• _Your task_: In the records below, count every line containing "Bessemer". Reply with the number only.

• _Task inputs_:
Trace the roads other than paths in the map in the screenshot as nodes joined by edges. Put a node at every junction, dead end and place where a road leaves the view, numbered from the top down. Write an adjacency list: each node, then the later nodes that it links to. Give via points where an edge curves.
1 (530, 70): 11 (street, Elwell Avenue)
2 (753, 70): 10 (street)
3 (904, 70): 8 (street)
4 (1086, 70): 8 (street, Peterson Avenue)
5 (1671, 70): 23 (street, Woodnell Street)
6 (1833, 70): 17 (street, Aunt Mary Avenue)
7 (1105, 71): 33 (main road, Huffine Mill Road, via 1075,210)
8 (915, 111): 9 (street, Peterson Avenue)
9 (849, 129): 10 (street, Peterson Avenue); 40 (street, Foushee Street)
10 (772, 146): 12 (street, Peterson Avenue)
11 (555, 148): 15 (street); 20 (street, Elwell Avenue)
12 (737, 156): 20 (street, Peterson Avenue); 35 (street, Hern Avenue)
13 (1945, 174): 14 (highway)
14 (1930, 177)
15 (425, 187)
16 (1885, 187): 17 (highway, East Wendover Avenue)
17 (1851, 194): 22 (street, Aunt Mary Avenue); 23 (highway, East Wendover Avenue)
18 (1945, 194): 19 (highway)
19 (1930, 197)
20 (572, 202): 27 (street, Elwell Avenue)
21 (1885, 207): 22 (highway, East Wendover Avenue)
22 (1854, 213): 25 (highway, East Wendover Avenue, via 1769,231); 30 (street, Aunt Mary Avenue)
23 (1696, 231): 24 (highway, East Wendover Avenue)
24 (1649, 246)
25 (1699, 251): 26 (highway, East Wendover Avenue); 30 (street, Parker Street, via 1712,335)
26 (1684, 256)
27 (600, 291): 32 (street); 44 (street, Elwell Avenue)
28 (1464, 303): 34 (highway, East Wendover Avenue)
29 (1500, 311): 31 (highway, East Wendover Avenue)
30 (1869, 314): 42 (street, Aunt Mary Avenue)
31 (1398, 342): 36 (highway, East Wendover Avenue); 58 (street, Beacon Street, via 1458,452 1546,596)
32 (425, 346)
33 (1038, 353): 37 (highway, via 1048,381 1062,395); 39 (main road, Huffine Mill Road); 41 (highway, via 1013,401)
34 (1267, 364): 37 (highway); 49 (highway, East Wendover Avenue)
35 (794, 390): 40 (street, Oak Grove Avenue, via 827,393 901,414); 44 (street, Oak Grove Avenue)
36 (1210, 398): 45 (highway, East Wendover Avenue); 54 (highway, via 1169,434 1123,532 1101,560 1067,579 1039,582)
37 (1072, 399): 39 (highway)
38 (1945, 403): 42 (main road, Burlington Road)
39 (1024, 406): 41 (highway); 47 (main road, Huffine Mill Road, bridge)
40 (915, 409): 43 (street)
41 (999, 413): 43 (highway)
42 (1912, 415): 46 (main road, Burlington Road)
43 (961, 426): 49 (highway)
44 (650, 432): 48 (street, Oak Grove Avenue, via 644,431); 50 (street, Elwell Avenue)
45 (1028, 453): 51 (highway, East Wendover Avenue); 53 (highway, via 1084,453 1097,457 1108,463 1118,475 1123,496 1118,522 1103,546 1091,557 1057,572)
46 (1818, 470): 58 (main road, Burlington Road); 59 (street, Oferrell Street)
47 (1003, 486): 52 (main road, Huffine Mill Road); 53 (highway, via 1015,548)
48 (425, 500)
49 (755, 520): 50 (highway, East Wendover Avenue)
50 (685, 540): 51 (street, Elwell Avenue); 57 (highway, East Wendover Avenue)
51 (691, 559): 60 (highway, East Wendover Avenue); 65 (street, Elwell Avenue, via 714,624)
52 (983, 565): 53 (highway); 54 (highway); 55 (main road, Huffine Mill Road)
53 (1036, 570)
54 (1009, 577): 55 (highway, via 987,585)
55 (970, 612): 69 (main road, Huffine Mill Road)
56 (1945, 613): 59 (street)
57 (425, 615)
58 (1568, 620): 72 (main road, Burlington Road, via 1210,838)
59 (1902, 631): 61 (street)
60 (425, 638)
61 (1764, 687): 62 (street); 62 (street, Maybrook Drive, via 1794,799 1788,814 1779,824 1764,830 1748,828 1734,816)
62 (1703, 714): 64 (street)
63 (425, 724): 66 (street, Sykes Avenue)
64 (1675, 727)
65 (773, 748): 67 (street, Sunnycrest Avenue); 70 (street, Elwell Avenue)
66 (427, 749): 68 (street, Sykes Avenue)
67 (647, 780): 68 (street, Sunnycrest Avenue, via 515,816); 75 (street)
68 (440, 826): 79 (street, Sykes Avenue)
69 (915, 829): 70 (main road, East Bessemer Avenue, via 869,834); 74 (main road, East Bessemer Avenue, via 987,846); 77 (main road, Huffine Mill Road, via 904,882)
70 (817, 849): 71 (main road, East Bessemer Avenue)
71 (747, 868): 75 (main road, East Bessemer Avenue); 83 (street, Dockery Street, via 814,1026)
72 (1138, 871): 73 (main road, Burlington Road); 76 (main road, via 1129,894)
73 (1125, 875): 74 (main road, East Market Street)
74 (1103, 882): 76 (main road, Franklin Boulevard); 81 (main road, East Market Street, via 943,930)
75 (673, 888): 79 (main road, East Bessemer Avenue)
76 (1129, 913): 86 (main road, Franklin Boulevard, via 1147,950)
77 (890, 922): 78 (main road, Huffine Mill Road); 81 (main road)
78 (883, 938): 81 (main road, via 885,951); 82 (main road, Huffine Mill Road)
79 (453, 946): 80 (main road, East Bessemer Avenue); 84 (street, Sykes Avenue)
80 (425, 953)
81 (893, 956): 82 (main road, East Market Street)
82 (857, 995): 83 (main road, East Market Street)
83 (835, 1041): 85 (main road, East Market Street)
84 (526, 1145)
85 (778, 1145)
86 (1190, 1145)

• _Written response_: 5